You can specify range: "--playlist-items 1-3,7,10-13", it will download the videos at index 1, 2,
3, 7, 10, 11, 12 and 13.
--match-title REGEX Download only matching titles (regex or caseless sub-string)
--reject-title REGEX Skip download for matching titles (regex or caseless sub-string)
--max-downloads NUMBER Abort after downloading NUMBER files
--min-filesize SIZE Do not download any videos smaller than SIZE (e.g. 50k or 44.6m)
--max-filesize SIZE Do not download any videos larger than SIZE (e.g. 50k or 44.6m)
--date DATE Download only videos uploaded in this date
--datebefore DATE Download only videos uploaded on or before this date (i.e. inclusive)
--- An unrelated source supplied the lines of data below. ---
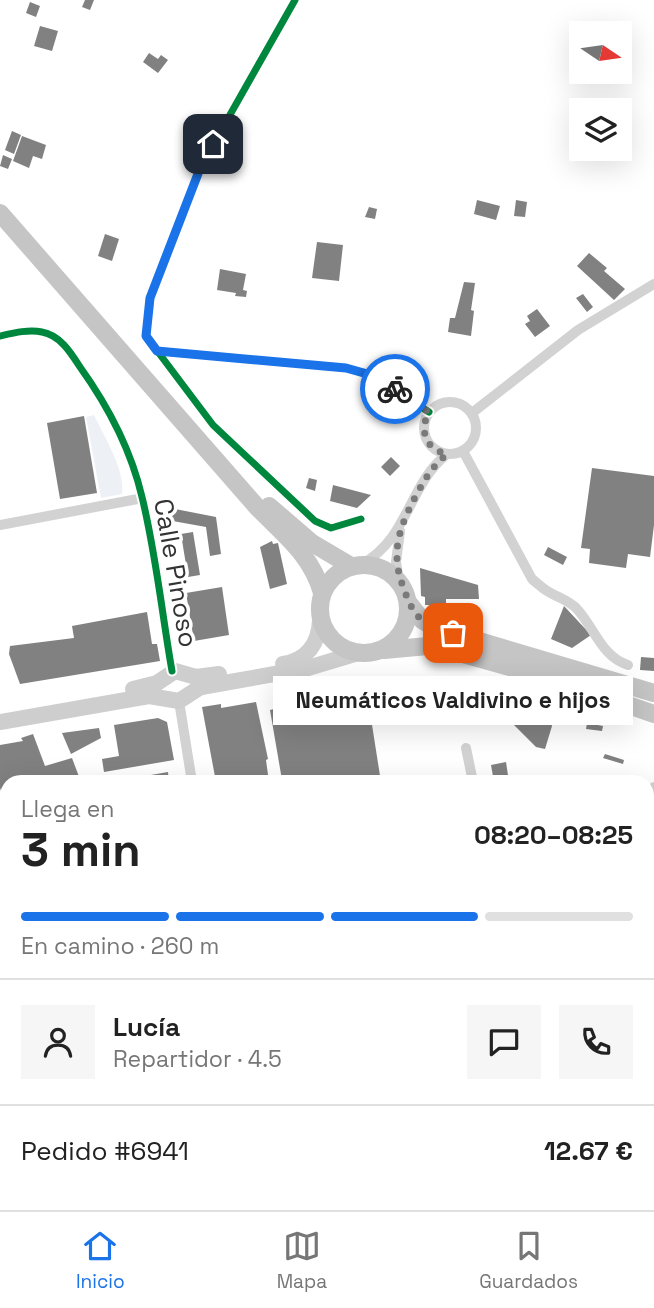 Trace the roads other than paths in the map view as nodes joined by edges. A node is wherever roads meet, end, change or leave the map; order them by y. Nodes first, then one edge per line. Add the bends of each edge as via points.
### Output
1 (295, 0) edge
2 (0, 213) edge
3 (654, 284) edge
4 (0, 336) edge
5 (157, 351) junction
6 (429, 412) junction
7 (472, 412) junction
8 (431, 446) junction
9 (463, 451) junction
10 (447, 454) junction
11 (231, 476) junction
12 (427, 476) junction
13 (143, 498) junction
14 (361, 519) dead end
15 (402, 522) junction
16 (0, 525) edge
17 (356, 565) junction
18 (399, 580) junction
19 (322, 593) junction
20 (408, 602) junction
21 (320, 620) junction
22 (384, 650) junction
23 (358, 653) junction
24 (628, 665) dead end
25 (175, 675) junction
26 (654, 693) edge
27 (179, 697) junction
28 (0, 712) edge
29 (654, 714) edge
30 (0, 722) edge
31 (466, 748) dead end
32 (191, 775) edge
33 (472, 775) edge

1 - 5 street via 201,166 150,298 146,336
2 - 11 highway
3 - 7 street via 578,330
4 - 13 street, Calle Pinoso via 42,331 68,350 106,405
5 - 6 street via 346,368 371,375
5 - 14 street via 213,425 315,521 331,528
6 - 7 street via 446,401 465,405
6 - 8 street via 424,429
7 - 9 street via 475,438
8 - 10 street
8 - 12 street
9 - 10 street
9 - 24 street via 531,579 568,601 609,655
10 - 12 street
11 - 17 highway via 312,543
11 - 19 highway via 300,549 313,566
12 - 15 street
13 - 16 street
13 - 25 street, Calle Pinoso
15 - 17 street via 376,556
15 - 18 street via 396,562
17 - 18 highway via 376,566
17 - 19 highway via 339,572
18 - 20 highway
19 - 21 highway
20 - 22 highway via 405,625
20 - 26 highway via 435,628
21 - 23 highway via 334,642
21 - 25 main road via 316,643 298,660 205,677
22 - 23 highway
22 - 29 highway via 428,646 456,652
23 - 27 main road via 308,668 207,686
25 - 27 main road via 162,688
25 - 27 main road via 192,683
25 - 28 main road via 149,686
27 - 30 main road via 149,696
27 - 32 street
31 - 33 street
--dateafter DATE Download only videos uploaded on or after this date (i.e. inclusive)
--min-views COUNT Do not download any videos with less than COUNT views
--max-views COUNT Do not download any videos with more than COUNT views
--match-filter FILTER Generic video filter. Specify any key (see the "OUTPUT TEMPLATE" for a list of available keys) to
match if the key is present, !key to check if the key is not present, key > NUMBER (like
"comment_count > 12", also works with >=, <, <=, !=, =) to compare against a number, key =
'LITERAL' (like "uploader = 'Mike Smith'", also works with !=) to match against a string literal
and & to require multiple matches. Values which are not known are excluded unless you put a
question mark (?) after the operator. For example, to only match videos that have been liked more
than 100 times and disliked less than 50 times (or the dislike functionality is not available at
the given service), but who also have a description, use --match-filter "like_count > 100 &
dislike_count <? 50 & description" .
--no-playlist Download only the video, if the URL refers to a video and a playlist.
--yes-playlist Download the playlist, if the URL refers to a video and a playlist.
--age-limit YEARS Download only videos suitable for the given age
--download-archive FILE Download only videos not listed in the archive file. Record the IDs of all downloaded videos in it.
--include-ads Download advertisements as well (experimental)
Download Options:
-r, --limit-rate RATE Maximum download rate in bytes per second (e.g. 50K or 4.2M)
-R, --retries RETRIES Number of retries (default is 10), or "infinite".
--fragment-retries RETRIES Number of retries for a fragment (default is 10), or "infinite" (DASH, hlsnative and ISM)
--skip-unavailable-fragments Skip unavailable fragments (DASH, hlsnative and ISM)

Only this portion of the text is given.